▸ **EXERCISE BRIEF**:
Every line in the entries where "roads" is found should be copied.
--- MATERIAL FOR THIS TASK ---
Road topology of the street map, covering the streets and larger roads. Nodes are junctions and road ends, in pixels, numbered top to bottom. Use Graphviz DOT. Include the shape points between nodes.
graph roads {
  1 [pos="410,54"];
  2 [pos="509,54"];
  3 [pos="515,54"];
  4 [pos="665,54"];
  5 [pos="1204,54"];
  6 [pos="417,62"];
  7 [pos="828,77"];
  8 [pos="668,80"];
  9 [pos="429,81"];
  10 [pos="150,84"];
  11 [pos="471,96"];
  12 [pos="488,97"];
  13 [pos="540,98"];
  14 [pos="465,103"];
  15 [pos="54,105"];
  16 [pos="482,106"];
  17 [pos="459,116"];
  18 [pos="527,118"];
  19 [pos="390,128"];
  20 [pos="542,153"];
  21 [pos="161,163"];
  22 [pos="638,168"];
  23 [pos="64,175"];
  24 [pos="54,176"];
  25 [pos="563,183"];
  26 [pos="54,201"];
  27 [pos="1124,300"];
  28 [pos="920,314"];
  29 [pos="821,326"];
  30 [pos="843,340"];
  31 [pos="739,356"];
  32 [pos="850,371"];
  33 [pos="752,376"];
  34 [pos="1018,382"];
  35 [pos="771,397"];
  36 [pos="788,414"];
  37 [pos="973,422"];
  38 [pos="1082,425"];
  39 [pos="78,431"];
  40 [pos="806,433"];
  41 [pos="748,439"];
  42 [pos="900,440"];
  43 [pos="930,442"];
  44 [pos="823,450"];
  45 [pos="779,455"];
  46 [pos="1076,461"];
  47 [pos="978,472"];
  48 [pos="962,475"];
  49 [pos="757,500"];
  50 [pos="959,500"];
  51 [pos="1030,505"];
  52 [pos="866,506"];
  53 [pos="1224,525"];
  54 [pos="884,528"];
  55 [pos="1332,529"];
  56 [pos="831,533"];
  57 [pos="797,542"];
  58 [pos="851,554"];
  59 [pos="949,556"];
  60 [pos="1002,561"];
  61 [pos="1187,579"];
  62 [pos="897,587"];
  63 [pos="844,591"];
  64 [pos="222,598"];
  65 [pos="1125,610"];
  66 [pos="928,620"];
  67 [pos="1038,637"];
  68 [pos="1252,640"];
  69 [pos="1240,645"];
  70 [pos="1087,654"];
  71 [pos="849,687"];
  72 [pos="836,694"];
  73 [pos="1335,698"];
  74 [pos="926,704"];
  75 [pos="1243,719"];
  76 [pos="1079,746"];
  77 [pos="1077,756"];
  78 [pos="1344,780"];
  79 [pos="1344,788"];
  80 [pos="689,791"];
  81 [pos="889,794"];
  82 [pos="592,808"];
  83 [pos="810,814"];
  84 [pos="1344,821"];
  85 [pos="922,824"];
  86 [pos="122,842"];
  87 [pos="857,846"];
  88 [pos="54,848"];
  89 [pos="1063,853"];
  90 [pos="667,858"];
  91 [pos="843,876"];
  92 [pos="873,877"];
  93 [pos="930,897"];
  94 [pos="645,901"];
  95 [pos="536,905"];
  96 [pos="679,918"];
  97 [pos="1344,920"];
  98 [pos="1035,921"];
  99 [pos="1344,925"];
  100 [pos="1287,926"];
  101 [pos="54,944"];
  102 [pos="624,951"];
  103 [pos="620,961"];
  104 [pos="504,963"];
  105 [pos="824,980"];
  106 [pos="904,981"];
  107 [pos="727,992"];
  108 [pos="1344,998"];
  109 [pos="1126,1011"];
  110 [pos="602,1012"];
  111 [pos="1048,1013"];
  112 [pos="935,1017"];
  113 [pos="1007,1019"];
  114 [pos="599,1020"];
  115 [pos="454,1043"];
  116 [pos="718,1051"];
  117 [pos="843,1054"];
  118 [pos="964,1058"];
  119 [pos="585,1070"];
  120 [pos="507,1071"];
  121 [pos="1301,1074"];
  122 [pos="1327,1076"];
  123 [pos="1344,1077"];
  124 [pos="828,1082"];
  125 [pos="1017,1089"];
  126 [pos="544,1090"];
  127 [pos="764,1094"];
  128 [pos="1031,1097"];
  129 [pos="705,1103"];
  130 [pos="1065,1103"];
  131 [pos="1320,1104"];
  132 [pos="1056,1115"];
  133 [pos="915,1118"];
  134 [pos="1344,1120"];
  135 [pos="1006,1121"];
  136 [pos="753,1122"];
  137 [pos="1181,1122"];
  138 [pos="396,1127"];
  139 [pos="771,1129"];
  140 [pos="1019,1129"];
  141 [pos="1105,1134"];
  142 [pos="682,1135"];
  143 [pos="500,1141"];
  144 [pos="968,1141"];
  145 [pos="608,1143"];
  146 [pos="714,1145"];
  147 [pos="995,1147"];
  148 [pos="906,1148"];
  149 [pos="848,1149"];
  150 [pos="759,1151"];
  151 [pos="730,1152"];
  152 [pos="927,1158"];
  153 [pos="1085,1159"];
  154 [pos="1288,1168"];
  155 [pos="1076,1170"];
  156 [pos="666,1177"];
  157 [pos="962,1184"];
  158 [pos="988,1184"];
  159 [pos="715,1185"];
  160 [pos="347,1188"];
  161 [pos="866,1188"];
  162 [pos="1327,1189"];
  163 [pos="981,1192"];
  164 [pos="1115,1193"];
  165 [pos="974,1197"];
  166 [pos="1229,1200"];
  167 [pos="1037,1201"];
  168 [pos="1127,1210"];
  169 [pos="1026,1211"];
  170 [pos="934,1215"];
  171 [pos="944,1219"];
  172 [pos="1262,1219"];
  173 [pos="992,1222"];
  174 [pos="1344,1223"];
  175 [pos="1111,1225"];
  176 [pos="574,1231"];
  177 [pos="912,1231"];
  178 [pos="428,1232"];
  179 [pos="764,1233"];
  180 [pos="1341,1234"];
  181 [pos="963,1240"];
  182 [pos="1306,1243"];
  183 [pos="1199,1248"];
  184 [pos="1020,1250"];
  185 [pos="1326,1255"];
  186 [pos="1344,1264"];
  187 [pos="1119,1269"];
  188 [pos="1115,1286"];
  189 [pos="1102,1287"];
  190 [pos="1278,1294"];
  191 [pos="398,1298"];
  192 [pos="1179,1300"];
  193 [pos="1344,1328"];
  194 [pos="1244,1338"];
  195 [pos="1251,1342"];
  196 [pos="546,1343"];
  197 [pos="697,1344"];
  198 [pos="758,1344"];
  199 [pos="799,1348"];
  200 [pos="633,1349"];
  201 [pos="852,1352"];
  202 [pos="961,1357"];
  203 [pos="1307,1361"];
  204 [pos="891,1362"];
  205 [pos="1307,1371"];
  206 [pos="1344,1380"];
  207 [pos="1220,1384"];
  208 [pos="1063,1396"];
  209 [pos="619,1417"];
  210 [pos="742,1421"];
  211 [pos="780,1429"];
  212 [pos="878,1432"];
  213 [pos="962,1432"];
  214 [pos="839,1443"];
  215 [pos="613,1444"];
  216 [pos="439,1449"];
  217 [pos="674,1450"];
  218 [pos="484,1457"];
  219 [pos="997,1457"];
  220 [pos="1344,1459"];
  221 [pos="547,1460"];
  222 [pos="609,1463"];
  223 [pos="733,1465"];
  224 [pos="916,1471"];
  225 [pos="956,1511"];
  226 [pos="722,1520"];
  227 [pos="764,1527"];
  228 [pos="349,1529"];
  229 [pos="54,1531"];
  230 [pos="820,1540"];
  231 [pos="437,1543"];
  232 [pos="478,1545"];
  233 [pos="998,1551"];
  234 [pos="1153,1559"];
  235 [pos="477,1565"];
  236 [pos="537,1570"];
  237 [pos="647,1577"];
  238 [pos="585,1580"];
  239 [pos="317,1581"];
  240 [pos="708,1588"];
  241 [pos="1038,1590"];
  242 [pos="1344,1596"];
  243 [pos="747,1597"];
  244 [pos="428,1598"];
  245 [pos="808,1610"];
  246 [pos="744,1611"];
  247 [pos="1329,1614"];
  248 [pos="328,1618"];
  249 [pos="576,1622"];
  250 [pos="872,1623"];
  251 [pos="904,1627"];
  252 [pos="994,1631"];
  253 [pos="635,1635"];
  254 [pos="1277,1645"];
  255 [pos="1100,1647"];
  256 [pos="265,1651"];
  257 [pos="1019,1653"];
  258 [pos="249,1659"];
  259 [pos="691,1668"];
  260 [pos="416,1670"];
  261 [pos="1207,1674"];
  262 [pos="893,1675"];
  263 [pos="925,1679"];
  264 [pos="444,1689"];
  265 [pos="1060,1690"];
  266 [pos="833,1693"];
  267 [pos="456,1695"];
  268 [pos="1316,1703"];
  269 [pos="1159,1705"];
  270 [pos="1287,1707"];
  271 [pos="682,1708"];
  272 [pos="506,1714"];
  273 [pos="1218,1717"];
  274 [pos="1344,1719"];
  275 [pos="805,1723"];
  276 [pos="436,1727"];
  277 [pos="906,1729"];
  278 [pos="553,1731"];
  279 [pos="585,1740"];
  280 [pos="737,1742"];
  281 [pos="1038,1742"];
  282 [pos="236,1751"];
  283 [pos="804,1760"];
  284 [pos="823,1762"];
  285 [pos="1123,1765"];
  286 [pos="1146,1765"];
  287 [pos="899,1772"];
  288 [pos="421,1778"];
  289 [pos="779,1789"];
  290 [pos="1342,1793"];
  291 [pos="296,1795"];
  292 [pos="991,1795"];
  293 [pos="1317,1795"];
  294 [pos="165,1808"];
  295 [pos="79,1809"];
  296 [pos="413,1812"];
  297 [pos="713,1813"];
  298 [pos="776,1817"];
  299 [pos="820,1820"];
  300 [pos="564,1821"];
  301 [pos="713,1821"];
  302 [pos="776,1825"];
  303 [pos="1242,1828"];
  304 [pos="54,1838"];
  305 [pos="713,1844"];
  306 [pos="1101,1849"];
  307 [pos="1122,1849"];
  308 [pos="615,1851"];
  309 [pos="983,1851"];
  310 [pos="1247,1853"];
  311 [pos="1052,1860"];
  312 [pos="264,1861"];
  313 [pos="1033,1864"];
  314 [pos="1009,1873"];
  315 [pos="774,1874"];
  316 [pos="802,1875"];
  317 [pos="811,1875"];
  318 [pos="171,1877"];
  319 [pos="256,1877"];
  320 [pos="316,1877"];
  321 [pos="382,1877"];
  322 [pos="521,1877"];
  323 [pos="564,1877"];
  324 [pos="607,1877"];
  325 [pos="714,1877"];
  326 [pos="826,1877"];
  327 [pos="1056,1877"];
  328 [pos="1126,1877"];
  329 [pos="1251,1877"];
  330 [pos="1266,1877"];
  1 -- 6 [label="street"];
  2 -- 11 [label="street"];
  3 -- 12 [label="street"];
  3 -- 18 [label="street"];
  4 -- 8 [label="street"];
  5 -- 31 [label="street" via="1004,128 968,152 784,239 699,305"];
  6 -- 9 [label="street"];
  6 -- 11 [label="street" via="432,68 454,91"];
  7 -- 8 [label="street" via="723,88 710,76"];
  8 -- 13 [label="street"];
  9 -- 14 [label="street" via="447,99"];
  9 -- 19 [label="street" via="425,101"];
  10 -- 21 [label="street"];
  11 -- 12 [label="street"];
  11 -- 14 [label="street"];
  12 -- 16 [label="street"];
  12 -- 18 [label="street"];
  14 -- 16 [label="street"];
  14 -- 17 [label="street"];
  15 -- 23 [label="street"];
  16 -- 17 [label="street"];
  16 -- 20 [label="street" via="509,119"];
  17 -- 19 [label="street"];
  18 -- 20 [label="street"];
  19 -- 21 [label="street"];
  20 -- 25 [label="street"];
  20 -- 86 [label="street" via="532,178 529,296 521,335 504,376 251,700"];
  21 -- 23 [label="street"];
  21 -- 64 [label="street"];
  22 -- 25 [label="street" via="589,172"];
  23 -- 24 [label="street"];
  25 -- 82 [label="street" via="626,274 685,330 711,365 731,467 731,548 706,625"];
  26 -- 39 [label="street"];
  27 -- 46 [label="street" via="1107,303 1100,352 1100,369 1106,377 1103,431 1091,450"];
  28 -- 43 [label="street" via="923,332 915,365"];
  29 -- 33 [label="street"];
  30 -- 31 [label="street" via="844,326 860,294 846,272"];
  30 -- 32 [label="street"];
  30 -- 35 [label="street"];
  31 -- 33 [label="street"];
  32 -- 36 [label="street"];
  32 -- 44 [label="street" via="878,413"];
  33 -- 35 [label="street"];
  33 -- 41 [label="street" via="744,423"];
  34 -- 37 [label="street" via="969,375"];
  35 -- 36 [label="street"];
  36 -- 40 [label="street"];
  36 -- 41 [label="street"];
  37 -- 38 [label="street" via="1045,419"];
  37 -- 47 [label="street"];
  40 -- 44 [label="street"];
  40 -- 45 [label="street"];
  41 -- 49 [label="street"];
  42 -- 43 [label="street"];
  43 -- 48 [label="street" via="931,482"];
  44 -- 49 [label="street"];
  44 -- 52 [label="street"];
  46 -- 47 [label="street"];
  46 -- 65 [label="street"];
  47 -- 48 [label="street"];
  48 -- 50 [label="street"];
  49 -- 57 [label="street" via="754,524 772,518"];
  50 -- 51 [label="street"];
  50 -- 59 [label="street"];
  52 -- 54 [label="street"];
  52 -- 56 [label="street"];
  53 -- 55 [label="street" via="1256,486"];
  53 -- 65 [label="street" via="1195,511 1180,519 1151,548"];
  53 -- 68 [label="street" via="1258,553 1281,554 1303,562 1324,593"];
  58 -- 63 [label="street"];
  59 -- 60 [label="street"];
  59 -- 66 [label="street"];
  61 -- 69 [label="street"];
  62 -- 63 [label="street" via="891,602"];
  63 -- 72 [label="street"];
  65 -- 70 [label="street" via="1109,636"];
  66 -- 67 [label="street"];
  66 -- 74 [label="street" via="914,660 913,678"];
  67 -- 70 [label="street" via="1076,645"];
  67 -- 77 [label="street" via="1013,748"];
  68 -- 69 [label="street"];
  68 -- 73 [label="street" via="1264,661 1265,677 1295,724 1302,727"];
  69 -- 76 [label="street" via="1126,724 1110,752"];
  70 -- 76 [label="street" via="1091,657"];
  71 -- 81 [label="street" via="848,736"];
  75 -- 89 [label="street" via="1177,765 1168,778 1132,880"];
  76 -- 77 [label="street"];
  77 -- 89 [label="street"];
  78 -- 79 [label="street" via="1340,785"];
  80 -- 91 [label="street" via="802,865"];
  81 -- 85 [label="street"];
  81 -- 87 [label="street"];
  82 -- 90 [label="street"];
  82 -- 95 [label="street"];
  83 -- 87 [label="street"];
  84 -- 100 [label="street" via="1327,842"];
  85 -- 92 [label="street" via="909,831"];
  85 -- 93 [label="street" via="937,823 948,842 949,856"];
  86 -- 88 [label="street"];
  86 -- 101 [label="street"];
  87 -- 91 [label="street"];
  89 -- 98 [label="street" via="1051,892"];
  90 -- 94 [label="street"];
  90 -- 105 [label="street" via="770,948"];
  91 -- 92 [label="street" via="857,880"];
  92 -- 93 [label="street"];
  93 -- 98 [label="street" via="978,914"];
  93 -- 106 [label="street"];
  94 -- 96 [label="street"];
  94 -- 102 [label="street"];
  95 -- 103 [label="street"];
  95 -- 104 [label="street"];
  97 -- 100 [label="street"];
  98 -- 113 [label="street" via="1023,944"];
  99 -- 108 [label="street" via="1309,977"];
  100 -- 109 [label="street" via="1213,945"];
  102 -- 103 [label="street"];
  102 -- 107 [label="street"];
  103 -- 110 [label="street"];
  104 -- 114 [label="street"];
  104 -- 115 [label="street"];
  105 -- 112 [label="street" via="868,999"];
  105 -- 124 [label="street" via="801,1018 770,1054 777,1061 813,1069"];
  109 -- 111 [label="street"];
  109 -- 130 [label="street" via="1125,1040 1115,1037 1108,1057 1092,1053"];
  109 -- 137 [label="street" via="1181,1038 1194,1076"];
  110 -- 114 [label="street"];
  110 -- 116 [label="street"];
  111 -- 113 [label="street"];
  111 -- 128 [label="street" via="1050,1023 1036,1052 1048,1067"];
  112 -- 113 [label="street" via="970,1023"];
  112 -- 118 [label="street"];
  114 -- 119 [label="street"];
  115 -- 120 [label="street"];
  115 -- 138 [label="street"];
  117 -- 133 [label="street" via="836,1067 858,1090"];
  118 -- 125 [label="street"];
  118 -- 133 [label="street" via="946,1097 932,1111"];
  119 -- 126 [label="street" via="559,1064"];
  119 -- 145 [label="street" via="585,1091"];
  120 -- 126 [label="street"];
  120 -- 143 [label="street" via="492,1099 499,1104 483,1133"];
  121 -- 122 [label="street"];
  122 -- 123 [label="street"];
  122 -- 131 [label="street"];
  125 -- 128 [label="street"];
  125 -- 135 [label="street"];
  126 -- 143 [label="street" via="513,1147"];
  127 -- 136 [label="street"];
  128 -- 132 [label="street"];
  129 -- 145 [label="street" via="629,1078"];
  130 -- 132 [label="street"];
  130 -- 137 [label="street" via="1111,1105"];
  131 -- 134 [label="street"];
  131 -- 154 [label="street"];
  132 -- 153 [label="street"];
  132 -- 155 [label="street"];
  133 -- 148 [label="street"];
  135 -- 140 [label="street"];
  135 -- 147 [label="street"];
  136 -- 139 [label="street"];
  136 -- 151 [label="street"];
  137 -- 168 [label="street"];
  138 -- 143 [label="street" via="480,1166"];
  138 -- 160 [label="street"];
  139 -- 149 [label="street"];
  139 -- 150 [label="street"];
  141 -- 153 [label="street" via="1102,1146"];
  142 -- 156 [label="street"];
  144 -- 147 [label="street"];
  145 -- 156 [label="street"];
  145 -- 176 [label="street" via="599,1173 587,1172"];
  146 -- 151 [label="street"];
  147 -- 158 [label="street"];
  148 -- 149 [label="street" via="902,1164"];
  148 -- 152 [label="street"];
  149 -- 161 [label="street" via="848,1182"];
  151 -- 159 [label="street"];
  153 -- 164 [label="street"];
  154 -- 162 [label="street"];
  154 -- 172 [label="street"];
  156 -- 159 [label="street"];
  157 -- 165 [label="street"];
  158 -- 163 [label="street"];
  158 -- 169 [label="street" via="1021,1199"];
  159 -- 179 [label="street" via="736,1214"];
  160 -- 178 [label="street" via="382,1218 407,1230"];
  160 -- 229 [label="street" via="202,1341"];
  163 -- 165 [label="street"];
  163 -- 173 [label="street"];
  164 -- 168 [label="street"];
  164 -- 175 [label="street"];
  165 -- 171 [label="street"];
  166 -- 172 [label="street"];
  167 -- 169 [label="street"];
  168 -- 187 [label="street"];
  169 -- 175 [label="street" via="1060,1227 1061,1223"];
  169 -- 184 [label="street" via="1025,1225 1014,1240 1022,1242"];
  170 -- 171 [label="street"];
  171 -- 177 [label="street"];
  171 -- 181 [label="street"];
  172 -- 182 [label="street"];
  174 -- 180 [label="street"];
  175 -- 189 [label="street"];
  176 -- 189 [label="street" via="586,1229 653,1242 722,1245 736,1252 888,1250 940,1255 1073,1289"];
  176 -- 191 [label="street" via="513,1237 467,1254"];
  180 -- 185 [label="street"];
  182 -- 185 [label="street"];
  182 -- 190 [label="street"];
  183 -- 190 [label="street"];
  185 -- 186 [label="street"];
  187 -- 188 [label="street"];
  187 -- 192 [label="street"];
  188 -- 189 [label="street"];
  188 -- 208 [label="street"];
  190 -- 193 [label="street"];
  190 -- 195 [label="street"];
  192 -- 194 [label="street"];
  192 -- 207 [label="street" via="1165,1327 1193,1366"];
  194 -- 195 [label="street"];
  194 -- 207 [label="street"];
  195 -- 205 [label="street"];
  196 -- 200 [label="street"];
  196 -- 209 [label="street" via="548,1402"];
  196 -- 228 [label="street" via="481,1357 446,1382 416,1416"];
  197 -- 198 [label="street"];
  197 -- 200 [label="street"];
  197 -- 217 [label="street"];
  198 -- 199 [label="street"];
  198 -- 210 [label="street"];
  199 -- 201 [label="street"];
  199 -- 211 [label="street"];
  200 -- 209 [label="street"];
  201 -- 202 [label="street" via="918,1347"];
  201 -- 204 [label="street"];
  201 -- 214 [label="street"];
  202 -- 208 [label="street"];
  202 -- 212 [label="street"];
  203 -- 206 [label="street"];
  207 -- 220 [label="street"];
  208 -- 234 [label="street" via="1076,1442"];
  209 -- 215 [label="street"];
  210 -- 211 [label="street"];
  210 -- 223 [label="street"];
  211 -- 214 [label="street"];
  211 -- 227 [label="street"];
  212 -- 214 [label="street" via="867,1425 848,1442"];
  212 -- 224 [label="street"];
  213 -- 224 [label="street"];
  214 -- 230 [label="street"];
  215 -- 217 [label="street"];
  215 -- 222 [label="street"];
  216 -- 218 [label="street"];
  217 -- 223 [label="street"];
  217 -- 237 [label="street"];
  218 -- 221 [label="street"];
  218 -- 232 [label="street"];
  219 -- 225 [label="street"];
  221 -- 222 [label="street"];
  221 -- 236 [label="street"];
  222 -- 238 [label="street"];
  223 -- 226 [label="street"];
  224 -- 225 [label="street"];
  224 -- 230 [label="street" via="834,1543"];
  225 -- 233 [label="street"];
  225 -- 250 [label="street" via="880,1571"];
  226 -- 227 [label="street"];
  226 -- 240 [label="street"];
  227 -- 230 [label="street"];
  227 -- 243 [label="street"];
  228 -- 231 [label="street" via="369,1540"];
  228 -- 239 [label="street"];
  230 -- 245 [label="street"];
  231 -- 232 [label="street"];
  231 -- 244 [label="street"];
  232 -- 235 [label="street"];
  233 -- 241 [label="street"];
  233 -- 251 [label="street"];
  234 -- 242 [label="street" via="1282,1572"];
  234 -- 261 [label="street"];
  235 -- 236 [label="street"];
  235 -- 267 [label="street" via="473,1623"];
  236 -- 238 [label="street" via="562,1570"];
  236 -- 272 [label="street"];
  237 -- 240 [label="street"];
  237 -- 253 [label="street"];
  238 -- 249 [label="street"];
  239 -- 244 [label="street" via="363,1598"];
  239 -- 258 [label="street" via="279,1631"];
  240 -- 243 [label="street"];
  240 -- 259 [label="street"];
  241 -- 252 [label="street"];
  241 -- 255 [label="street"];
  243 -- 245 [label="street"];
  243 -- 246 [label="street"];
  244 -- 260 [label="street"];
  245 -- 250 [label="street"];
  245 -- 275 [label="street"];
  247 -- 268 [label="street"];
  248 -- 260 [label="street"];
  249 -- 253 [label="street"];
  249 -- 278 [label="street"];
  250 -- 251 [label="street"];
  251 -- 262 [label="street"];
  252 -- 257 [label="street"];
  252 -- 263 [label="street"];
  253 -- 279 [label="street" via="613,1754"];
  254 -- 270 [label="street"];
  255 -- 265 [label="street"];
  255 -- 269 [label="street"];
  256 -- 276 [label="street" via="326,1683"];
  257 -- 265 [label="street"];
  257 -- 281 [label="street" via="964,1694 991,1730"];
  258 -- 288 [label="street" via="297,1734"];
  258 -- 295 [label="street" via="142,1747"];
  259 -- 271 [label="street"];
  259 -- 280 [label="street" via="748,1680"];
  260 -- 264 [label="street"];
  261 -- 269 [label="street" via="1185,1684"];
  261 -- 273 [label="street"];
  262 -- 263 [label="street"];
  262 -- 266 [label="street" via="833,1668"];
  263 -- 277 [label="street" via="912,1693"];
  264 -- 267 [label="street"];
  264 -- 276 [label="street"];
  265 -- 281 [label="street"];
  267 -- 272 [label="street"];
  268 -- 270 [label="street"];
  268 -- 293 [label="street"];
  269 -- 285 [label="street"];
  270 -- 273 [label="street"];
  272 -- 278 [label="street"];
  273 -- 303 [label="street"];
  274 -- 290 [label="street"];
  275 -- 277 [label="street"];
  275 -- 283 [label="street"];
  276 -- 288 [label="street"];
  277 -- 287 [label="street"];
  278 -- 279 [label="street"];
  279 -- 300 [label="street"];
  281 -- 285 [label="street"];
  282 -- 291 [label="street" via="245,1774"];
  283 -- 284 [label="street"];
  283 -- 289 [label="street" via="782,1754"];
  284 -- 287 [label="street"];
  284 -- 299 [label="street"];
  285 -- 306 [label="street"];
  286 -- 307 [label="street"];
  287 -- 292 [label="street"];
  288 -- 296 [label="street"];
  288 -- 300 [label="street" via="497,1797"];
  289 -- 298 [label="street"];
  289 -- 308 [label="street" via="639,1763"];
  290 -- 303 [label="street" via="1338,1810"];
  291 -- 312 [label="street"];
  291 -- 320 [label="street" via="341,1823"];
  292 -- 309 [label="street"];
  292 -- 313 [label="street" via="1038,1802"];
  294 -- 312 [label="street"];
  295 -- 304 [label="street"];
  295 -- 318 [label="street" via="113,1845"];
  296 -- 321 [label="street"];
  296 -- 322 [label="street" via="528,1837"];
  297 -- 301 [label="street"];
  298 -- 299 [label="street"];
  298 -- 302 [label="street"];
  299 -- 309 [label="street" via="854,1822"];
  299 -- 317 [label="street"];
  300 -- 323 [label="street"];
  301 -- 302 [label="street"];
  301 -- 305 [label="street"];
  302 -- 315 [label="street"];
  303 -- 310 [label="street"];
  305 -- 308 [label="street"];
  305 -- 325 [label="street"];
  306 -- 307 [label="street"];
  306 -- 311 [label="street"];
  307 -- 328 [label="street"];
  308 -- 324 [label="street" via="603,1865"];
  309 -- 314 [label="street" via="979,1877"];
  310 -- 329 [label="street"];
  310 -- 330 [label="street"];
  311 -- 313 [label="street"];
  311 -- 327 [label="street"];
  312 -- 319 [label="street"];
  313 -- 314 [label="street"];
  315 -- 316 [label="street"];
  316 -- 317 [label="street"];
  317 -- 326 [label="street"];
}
---
▸ **SOLUTION**:
Road topology of the street map, covering the streets and larger roads. Nodes are junctions and road ends, in pixels, numbered top to bottom. Use Graphviz DOT. Include the shape points between nodes.
graph roads {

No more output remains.